SERIES CHRONICLES CORMAN'S CAREER
Everybody who would become somebody worked for producer Roger Corman back in the day. Known for slapping out movies faster than an Amazon drone, Corman produced 350 films, directed 65 others and launched the careers of people like Jack Nicholson, Bryan Cranston, Ron Howard, James Cameron, William Shatner, Martin Sheen, Joe Dante, Jamie Lee Curtis, Will Ferrell and scores more.
He and his wife, Julie, are the subjects of the Shout! Factory TV's streaming service 13-part series premiering Friday, titled "Cult-tastic: Tales from the Trenches with Roger and Julie Corman." The show will feature in-depth interviews with the couple who will reveal how they managed to make so much out of so little.
One of the fledgling filmmakers who first started with Corman was James Cameron of "The Terminator," "The Abyss," and "Titanic."
Cameron recalls toiling on Corman's "Battle Beyond the Stars."
"Working for Corman, you learn how to do a lot with a little," he smiles. "And I kind of famously populated the walls of a spaceship interior with McDonald's fold-out Styrofoam breakfast trays.
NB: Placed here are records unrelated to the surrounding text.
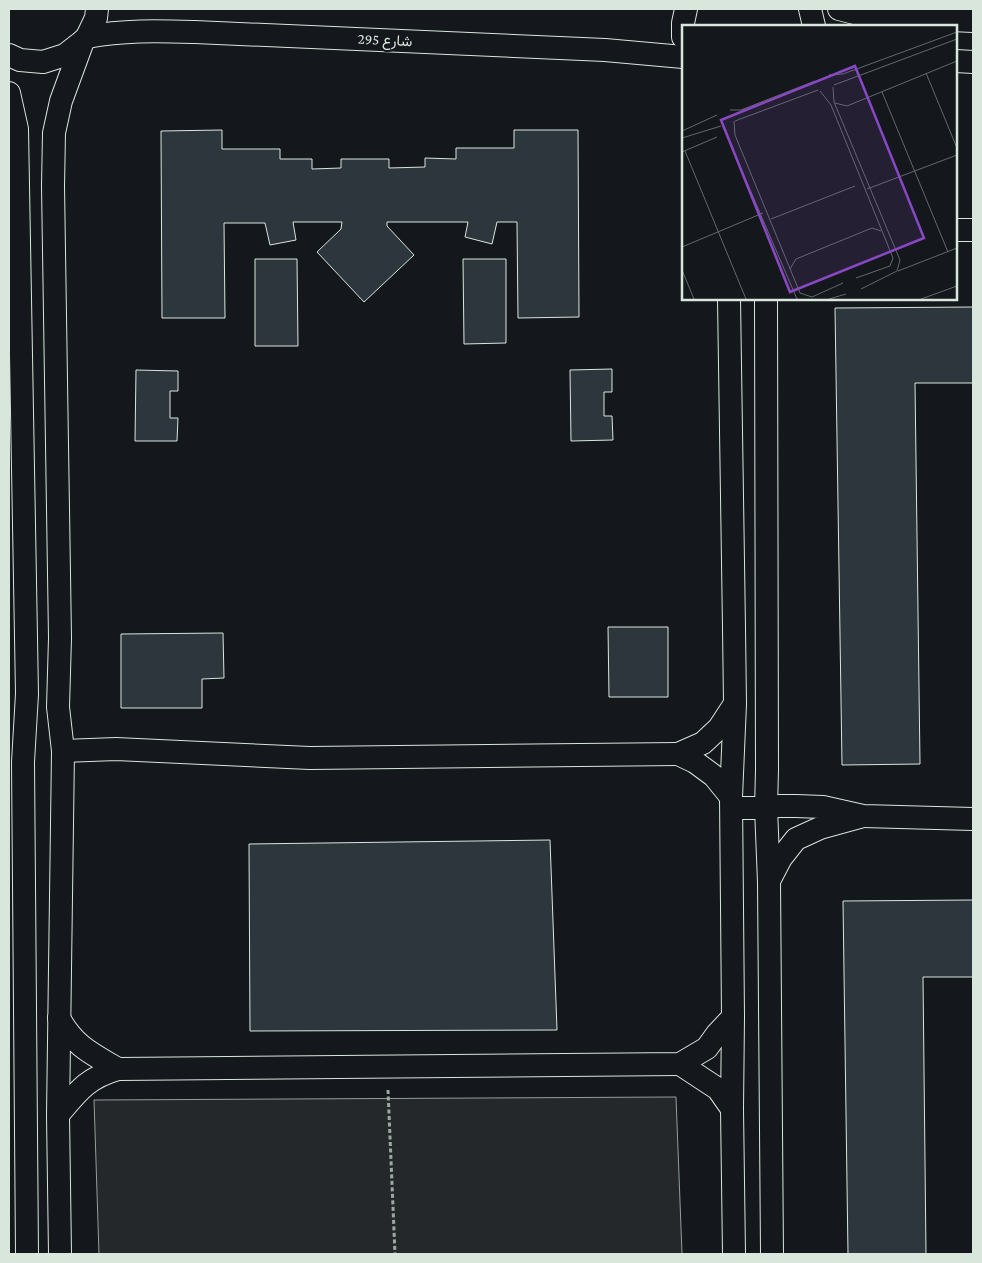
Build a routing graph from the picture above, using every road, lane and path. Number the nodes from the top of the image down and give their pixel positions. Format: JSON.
{"nodes":[{"id":1,"x":97,"y":9,"type":"edge"},
{"id":2,"x":686,"y":9,"type":"edge"},
{"id":3,"x":810,"y":9,"type":"edge"},
{"id":4,"x":839,"y":9,"type":"edge"},
{"id":5,"x":973,"y":21,"type":"edge"},
{"id":6,"x":683,"y":25,"type":"edge"},
{"id":7,"x":814,"y":25,"type":"edge"},
{"id":8,"x":85,"y":39,"type":"junction"},
{"id":9,"x":9,"y":55,"type":"edge"},
{"id":10,"x":682,"y":57,"type":"edge"},
{"id":11,"x":957,"y":61,"type":"edge"},
{"id":12,"x":973,"y":62,"type":"edge"},
{"id":13,"x":9,"y":93,"type":"edge"},
{"id":14,"x":957,"y":230,"type":"edge"},
{"id":15,"x":973,"y":230,"type":"edge"},
{"id":16,"x":729,"y":300,"type":"edge"},
{"id":17,"x":766,"y":300,"type":"edge"},
{"id":18,"x":58,"y":693,"type":"junction"},
{"id":19,"x":18,"y":695,"type":"edge"},
{"id":20,"x":734,"y":704,"type":"junction"},
{"id":21,"x":63,"y":750,"type":"junction"},
{"id":22,"x":678,"y":754,"type":"junction"},
{"id":23,"x":731,"y":802,"type":"junction"},
{"id":24,"x":766,"y":808,"type":"junction"},
{"id":25,"x":863,"y":816,"type":"junction"},
{"id":26,"x":973,"y":819,"type":"edge"},
{"id":27,"x":769,"y":882,"type":"junction"},
{"id":28,"x":733,"y":1017,"type":"junction"},
{"id":29,"x":59,"y":1018,"type":"junction"},
{"id":30,"x":680,"y":1064,"type":"junction"},
{"id":31,"x":387,"y":1066,"type":"junction"},
{"id":32,"x":118,"y":1069,"type":"junction"},
{"id":33,"x":732,"y":1109,"type":"junction"},
{"id":34,"x":58,"y":1115,"type":"junction"},
{"id":35,"x":25,"y":1252,"type":"edge"},
{"id":36,"x":60,"y":1254,"type":"edge"},
{"id":37,"x":395,"y":1254,"type":"edge"},
{"id":38,"x":734,"y":1254,"type":"edge"},
{"id":39,"x":772,"y":1254,"type":"edge"}],
"edges":[{"from":1,"to":8,"type":"street"},
{"from":2,"to":6,"type":"street"},
{"from":3,"to":7,"type":"street"},
{"from":4,"to":5,"type":"street"},
{"from":8,"to":9,"type":"street"},
{"from":8,"to":10,"type":"street","name":"شارع 295"},
{"from":8,"to":18,"type":"street"},
{"from":11,"to":12,"type":"street"},
{"from":13,"to":19,"type":"street"},
{"from":14,"to":15,"type":"street"},
{"from":16,"to":20,"type":"street"},
{"from":17,"to":24,"type":"street"},
{"from":18,"to":19,"type":"street"},
{"from":18,"to":21,"type":"street"},
{"from":19,"to":35,"type":"street"},
{"from":20,"to":22,"type":"street"},
{"from":20,"to":23,"type":"street"},
{"from":21,"to":22,"type":"street"},
{"from":21,"to":29,"type":"street"},
{"from":22,"to":23,"type":"street"},
{"from":23,"to":24,"type":"street"},
{"from":23,"to":28,"type":"street"},
{"from":24,"to":25,"type":"street"},
{"from":24,"to":27,"type":"street"},
{"from":25,"to":26,"type":"street"},
{"from":25,"to":27,"type":"street"},
{"from":27,"to":39,"type":"street"},
{"from":28,"to":30,"type":"street"},
{"from":28,"to":33,"type":"street"},
{"from":29,"to":32,"type":"street"},
{"from":29,"to":34,"type":"street"},
{"from":30,"to":31,"type":"street"},
{"from":30,"to":33,"type":"street"},
{"from":31,"to":32,"type":"street"},
{"from":31,"to":37,"type":"path"},
{"from":32,"to":34,"type":"street"},
{"from":33,"to":38,"type":"street"},
{"from":34,"to":36,"type":"street"}]}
If you line them all up kind of with a chalk line, they actually ... kind of looked like a Vacuformed wall section. So you learn to improvise. And I'm sure that was true back in the '50s and through the early '60s for the science fiction shows that were on television."
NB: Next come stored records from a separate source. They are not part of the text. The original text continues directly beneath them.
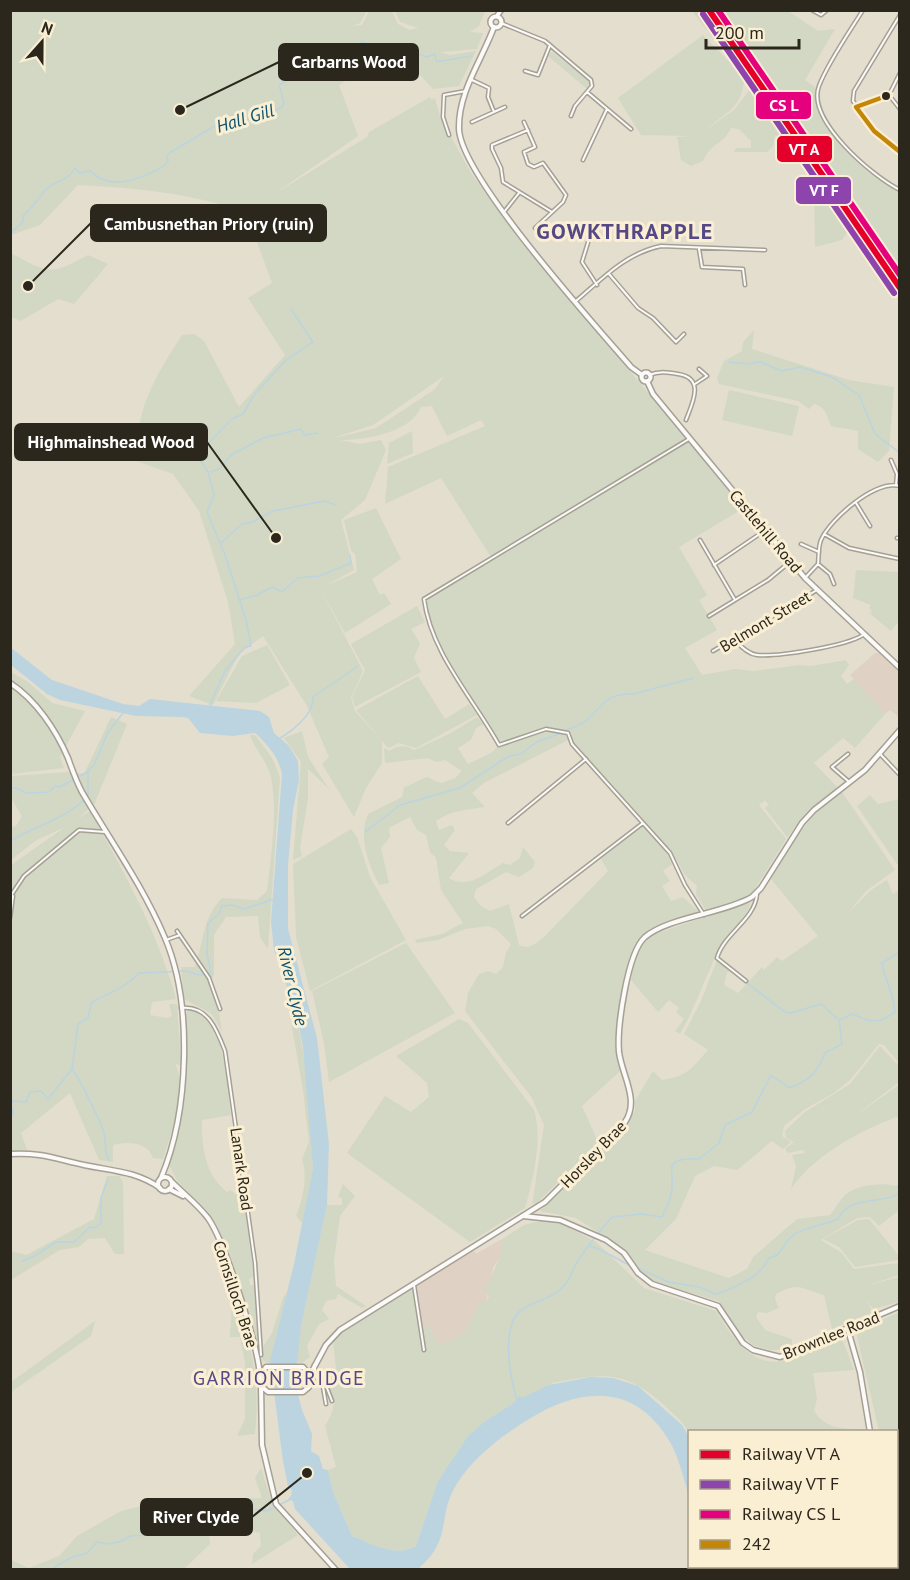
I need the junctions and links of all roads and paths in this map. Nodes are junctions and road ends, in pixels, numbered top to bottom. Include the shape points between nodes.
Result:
1 (502, 10) edge
2 (812, 10) edge
3 (828, 10) edge
4 (862, 11) edge
5 (900, 15) edge
6 (500, 20) junction
7 (494, 27) junction
8 (550, 45) junction
9 (525, 71) dead end
10 (900, 73) edge
11 (471, 80) junction
12 (466, 91) junction
13 (587, 92) junction
14 (889, 95) junction
15 (506, 107) dead end
16 (856, 107) junction
17 (607, 109) junction
18 (900, 109) edge
19 (494, 112) junction
20 (571, 116) dead end
21 (472, 122) dead end
22 (524, 122) dead end
23 (631, 129) dead end
24 (528, 130) junction
25 (449, 135) dead end
26 (900, 153) edge
27 (583, 160) dead end
28 (900, 190) edge
29 (520, 192) junction
30 (504, 212) junction
31 (552, 212) junction
32 (535, 228) dead end
33 (590, 236) dead end
34 (699, 249) junction
35 (765, 250) dead end
36 (609, 274) junction
37 (597, 285) junction
38 (745, 285) dead end
39 (576, 301) junction
40 (684, 334) dead end
41 (699, 369) dead end
42 (642, 375) junction
43 (649, 375) junction
44 (647, 381) junction
45 (695, 384) junction
46 (686, 420) dead end
47 (690, 439) junction
48 (891, 460) dead end
49 (898, 467) edge
50 (898, 485) edge
51 (856, 503) junction
52 (870, 526) dead end
53 (765, 530) junction
54 (824, 534) junction
55 (700, 540) dead end
56 (801, 544) dead end
57 (819, 552) junction
58 (900, 559) edge
59 (791, 561) junction
60 (818, 564) junction
61 (714, 565) junction
62 (838, 576) dead end
63 (805, 578) junction
64 (832, 578) junction
65 (834, 584) dead end
66 (817, 590) junction
67 (735, 600) junction
68 (709, 616) dead end
69 (863, 635) junction
70 (734, 639) junction
71 (713, 651) dead end
72 (900, 668) edge
73 (10, 683) edge
74 (900, 730) edge
75 (848, 754) dead end
76 (880, 754) junction
77 (586, 759) junction
78 (900, 775) edge
79 (850, 783) junction
80 (508, 823) dead end
81 (643, 823) junction
82 (105, 832) junction
83 (757, 893) junction
84 (12, 896) edge
85 (704, 915) junction
86 (522, 916) dead end
87 (10, 918) edge
88 (177, 931) dead end
89 (180, 935) junction
90 (166, 940) junction
91 (746, 981) dead end
92 (181, 1008) junction
93 (220, 1009) dead end
94 (10, 1154) edge
95 (165, 1165) junction
96 (161, 1178) junction
97 (148, 1180) junction
98 (171, 1180) junction
99 (160, 1188) junction
100 (169, 1190) junction
101 (189, 1199) junction
102 (523, 1216) junction
103 (413, 1283) junction
104 (900, 1306) edge
105 (848, 1330) junction
106 (424, 1350) dead end
107 (261, 1355) dead end
108 (319, 1358) junction
109 (259, 1363) junction
110 (315, 1365) junction
111 (268, 1367) junction
112 (303, 1367) junction
113 (310, 1375) junction
114 (260, 1376) junction
115 (261, 1386) junction
116 (323, 1386) junction
117 (268, 1392) junction
118 (332, 1401) dead end
119 (260, 1402) junction
120 (326, 1404) dead end
121 (870, 1430) edge
122 (336, 1569) edge

1 - 6 main road
2 - 3 street via 821,15
4 - 28 street via 819,86 819,106 837,139 861,165
5 - 16 street via 853,96
6 - 7 main road
6 - 7 main road via 491,21
6 - 8 street
7 - 11 main road
8 - 9 street via 538,75
8 - 13 street via 591,80
10 - 14 street
11 - 12 main road
11 - 19 street via 489,87
12 - 25 street via 444,95 443,117
12 - 30 main road via 459,117 463,148 474,171
13 - 17 street
13 - 20 street
14 - 16 street
14 - 18 street
15 - 19 street
16 - 26 street via 874,131
17 - 23 street
17 - 27 street
19 - 21 street
22 - 24 street
24 - 29 street via 492,145 503,182
24 - 31 street via 535,147 524,152 528,164 534,167 543,163 566,195
29 - 30 street
29 - 31 street
30 - 39 main road
31 - 32 street
33 - 37 street via 582,262
34 - 35 street
34 - 36 street via 660,246 645,250 632,255
34 - 38 street via 702,267 744,269
36 - 37 street
36 - 40 street via 638,308 676,342
37 - 39 street
39 - 42 main road
41 - 45 street via 706,376
42 - 43 main road
42 - 44 main road, Castlehill Road via 643,381
43 - 44 main road
43 - 45 street via 685,375
44 - 47 main road, Castlehill Road
45 - 46 street via 695,398
47 - 53 main road, Castlehill Road
47 - 77 street via 424,599 427,622 474,709 499,745 546,729 568,733
48 - 49 street
49 - 50 street
50 - 51 street via 878,487
51 - 52 street
51 - 54 street
53 - 59 main road, Castlehill Road
53 - 61 street
54 - 57 street
54 - 58 street via 843,546
55 - 61 street
56 - 57 street
57 - 60 street
59 - 63 main road, Castlehill Road
59 - 67 street
60 - 63 street
60 - 64 street
61 - 67 street
62 - 64 street
63 - 66 main road, Castlehill Road
64 - 65 street
66 - 69 main road, Castlehill Road
66 - 70 street, Belmont Street
67 - 68 street
69 - 70 street via 825,648 757,655 740,647
69 - 72 main road, Castlehill Road
70 - 71 street, Belmont Street
73 - 82 main road via 25,694 51,726 76,782
74 - 76 main road
75 - 79 street via 832,767
76 - 78 street
76 - 79 main road
77 - 80 street
77 - 81 street
79 - 83 main road via 802,823
81 - 85 street via 670,853
81 - 86 street
82 - 84 street via 80,830 24,876
82 - 90 main road
83 - 85 main road, Horsley Brae via 746,901
83 - 91 street via 748,915 724,942 717,958
84 - 87 street
85 - 102 main road, Horsley Brae via 663,928 641,942 627,983 619,1050 632,1100 630,1115 557,1191
88 - 89 street
89 - 90 street
89 - 93 street via 209,978
90 - 92 main road via 178,979
92 - 95 main road via 182,1083
92 - 107 street, Lanark Road via 200,1010 208,1017 225,1051 255,1263
94 - 97 main road via 45,1154
95 - 96 main road
95 - 98 main road
96 - 97 main road
96 - 98 main road
96 - 99 main road
97 - 99 main road
98 - 100 main road
98 - 101 main road, Cornsilloch Brae
99 - 100 main road, Cornsilloch Brae
100 - 101 main road, Cornsilloch Brae
101 - 109 main road, Cornsilloch Brae via 209,1220 219,1238
102 - 103 main road, Horsley Brae
102 - 105 main road, Brownlee Road via 560,1220 600,1238 624,1253 638,1273 652,1284 718,1306 743,1343 766,1355 780,1357
103 - 106 street
103 - 108 main road, Horsley Brae via 340,1330
104 - 105 main road, Brownlee Road
105 - 121 main road
108 - 110 main road, Horsley Brae
108 - 112 main road, Horsley Brae
109 - 111 main road, Cornsilloch Brae
109 - 114 main road, Cornsilloch Brae
110 - 113 main road, Horsley Brae
110 - 116 street via 318,1382
111 - 112 main road
111 - 114 main road
112 - 113 main road
113 - 117 main road, Horsley Brae via 309,1387 302,1392
114 - 115 main road, Cornsilloch Brae
115 - 117 main road
115 - 119 main road
116 - 118 street
116 - 120 street
117 - 119 main road
119 - 122 main road via 261,1445 276,1504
"Cult-tastic" will be streaming via Amazon Prime and Roku's subscription channel.
RAY DONOVAN BACK ON THE JOB
That big bad "Ray Donovan" is slithering his way back on Showtime Sunday for Season No. 7. Liev Schreiber, who plays the hit man fixer extraordinaire, says when he first began on the show he knew it would be different.
"Everything's a trope in TV now, I think," he says. "Everything is a cliche. It's just about HOW you execute. And to get this caliber of writing and combine it with this caliber of acting, ... if we can maintain that _ given the schedules that television presents you with _ I think it's going to be pretty remarkable, but that was the idea. It's not 'what,' it's 'how.'"
The how has been so effective that even though the Ray Donovan character is vicious and unprincipled, we still can't wait to see what happens to him.
"One of the things that drew me to Ray as a character is that he didn't talk much," says Schreiber. "It's a nice quality ... I think, for me, as someone who feels compelled to talk more than I should in many situations, it's very healthy for me to play a character like this."